This document illustrates how to use `ggplot2` and `scattermore` to:

- make a scatter plot with many data points that shows the density of points
  without saturation
- that is fast to view and arrange (for example when assembling figure panels)
- that can be stored into a compact file without loss in quality


## Prepare data

Run the following code to prepare the data used in this document:

```{r}
#| label: prepare_data
#| code-fold: false

suppressPackageStartupMessages({
    library(ggplot2)
    library(tibble)
})

# built-in `diamonds` dataset from the `ggplot2` package (see ?ggplot2::diamonds)
tibble(diamonds)
```


## Create figure

### Load packages
```{r}
#| label: load_packages

library(ggplot2)
library(scattermore)
```


### Plot
Let's first create a simple scatter plot to illustrate the problems.
The `diamonds` dataset has `r nrow(diamonds)` observations. If stored
into a vectorized graphics device such as `pdf()` or `svg()`, the file will be
large (each observation is individually represented as graphic elements)
and slow to open or arrange. Furthermore, the high number of data points
leads to saturation and we do not see the full underlying density of data points.
```{r}
#| label: plot
#| fig-width: 7
#| fig-height: 7
#| code-fold: false

# create base plot
gg <- ggplot(data = diamonds, mapping = aes(x = carat, y = price)) +
    labs(x = "Weight of the diamond (carat)", y = "Price (US dollars)") +
    theme_bw(20) +
    theme(panel.grid = element_blank(),
          legend.position = "bottom")
gg + geom_point()
```

A simple way to improve the saturation issue is to use transparency, so that
overlapping observations lead to darker colors.
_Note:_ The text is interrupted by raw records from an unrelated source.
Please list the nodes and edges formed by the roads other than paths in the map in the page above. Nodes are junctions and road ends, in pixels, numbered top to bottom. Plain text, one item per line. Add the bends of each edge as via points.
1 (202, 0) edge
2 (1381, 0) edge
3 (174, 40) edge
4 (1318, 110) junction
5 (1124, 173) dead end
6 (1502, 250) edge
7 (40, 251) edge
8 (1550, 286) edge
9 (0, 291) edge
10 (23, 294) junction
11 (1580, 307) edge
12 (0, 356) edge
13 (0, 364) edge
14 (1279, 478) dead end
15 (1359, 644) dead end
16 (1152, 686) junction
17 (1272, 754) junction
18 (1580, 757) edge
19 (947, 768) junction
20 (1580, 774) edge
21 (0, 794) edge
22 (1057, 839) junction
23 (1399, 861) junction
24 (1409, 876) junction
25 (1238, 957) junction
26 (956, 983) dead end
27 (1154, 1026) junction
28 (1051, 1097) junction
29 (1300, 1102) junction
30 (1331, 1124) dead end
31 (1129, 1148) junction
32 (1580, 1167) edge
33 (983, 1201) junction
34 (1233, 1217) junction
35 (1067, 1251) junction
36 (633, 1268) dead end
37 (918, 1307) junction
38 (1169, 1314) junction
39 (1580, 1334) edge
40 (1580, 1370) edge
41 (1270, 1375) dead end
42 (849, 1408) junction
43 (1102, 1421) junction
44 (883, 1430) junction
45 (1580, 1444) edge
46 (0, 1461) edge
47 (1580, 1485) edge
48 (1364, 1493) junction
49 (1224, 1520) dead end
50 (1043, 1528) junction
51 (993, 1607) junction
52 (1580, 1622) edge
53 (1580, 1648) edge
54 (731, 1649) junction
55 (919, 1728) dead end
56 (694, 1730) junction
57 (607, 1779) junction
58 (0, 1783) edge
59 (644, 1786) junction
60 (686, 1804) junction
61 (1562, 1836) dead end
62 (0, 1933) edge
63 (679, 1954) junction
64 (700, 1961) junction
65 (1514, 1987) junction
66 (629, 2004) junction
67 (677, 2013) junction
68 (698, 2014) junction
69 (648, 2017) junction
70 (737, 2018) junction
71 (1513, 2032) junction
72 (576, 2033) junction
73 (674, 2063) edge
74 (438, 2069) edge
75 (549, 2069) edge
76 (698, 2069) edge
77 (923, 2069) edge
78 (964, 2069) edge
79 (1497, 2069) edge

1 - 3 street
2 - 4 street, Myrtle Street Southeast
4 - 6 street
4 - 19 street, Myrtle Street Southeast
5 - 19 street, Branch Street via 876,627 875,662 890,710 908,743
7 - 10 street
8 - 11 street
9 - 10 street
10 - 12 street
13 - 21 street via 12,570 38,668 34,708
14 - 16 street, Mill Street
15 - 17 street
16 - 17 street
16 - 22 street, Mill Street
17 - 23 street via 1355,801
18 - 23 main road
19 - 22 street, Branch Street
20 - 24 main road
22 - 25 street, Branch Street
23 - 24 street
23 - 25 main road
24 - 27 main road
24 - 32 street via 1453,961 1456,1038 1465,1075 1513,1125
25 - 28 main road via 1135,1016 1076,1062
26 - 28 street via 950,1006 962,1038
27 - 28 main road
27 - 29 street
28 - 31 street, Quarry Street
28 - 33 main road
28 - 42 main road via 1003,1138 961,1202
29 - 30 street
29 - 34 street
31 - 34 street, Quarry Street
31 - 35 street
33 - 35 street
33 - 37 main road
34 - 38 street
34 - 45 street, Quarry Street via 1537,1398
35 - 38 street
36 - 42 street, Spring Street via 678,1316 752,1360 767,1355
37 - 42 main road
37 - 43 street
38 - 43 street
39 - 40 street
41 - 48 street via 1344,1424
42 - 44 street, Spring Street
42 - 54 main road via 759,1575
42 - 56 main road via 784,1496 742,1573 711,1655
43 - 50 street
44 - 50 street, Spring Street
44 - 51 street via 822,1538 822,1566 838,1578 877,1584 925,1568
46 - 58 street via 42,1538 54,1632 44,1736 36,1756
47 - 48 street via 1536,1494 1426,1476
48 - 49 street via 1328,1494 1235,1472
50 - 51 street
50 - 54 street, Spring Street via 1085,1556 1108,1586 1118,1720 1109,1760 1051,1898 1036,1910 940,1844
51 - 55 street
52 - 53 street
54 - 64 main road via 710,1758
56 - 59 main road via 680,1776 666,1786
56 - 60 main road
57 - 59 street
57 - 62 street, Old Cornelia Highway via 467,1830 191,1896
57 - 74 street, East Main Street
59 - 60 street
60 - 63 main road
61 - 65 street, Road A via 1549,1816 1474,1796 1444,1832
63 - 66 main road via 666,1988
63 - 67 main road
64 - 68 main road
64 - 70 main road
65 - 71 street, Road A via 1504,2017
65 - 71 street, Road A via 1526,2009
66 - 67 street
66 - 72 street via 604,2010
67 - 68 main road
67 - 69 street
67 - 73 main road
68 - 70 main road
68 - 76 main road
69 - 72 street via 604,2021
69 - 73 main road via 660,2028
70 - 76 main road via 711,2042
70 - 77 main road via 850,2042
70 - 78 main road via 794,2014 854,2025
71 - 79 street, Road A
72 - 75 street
However, this does not
solve the "many points" problem yet.

```{r}
#| label: plot_transparency
#| fig-width: 7
#| fig-height: 7

# ... with transparency
gg + geom_point(color = alpha("black", 0.02))
```

A simple way to solve also the "many points" problem is to avoid showing
all individual observations and instead show the local density of points
using a color scale.

```{r}
#| label: plot_2d_density
#| fig-width: 7
#| fig-height: 7

# ... with marginal density plots by number of cylinders
gg + geom_density_2d_filled(bins = 48) +
    coord_cartesian(expand = FALSE) +
    theme(legend.position = "none")
```

The linear contour levels or color intervals (controlled by `bins` or `breaks`)
may not work well in a case like ours, where the density is very high in some
regions that will occupy almost the complete color scale and we lose resolution
in low density regions. You can use `breaks` to create non-linear intervals
(here combined with `ndensity` so that we know the range of densities: [0, 1])
and with `theme(panel.background)` to make the zero-density area dark blue.

```{r}
#| label: plot_2d_density_nonlinearbreaks
#| fig-width: 7
#| fig-height: 7

# ... with marginal density plots by number of cylinders
gg + geom_density_2d_filled(contour_var = "ndensity",
                            breaks = exp(seq(log(1e-4), log(1), length.out = 64))) +
    coord_cartesian(expand = FALSE) +
    theme(legend.position = "none",
          panel.background = element_rect(fill = hcl.colors(64)[1]))
```

Finally, if you prefer to show individual observations and need
something that will scale to millions of points without getting slow or
hard to use, `scattermore` provides a solution for that too.

```{r}
#| label: plot_scattermore
#| fig-width: 7
#| fig-height: 7

# ... with marginal violin and labelled data points
gg + geom_scattermore(pointsize = 2, alpha = 0.02)
```


## Remarks

- [`scattermore`](https://github.com/exaexa/scattermore) does its magic by
  rendering the `geom_point` layer into a bitmap, while keeping all the other
  layers as they are, allowing you to create `pdf()` files that can be magnified
  without losing readability of the axes.
- [`scattermore`](https://github.com/exaexa/scattermore)
  provides two `ggplot2` layers: `geom_scattermore()` (which behaves mostly like
  `geom_point()`), and `geom_scattermost()` which avoids much of the overhead
  of a normal ggplot2 layer and thus is even more efficient, at the price that
  it has a slightly different interface and needs to get the data directly as
  the `xy` argument.
- An alternative, maybe even more convenient drop-in replacement for `geom_point()`
  and other `ggplot2` geoms that follows a similar strategy is `geom_point_rast()`
  from the [`ggrastr`](https://github.com/VPetukhov/ggrastr) package. This
  package also provides the `rasterize()` function that can take any existing
  `ggplot2` plot object and rasterize suitable layer in it. Compared to
  `scattermore`, `ggrastr` does not seem to be as fast and scale as well, though.

## Session info

```{r}
#| label: session_info
sessioninfo::session_info()
```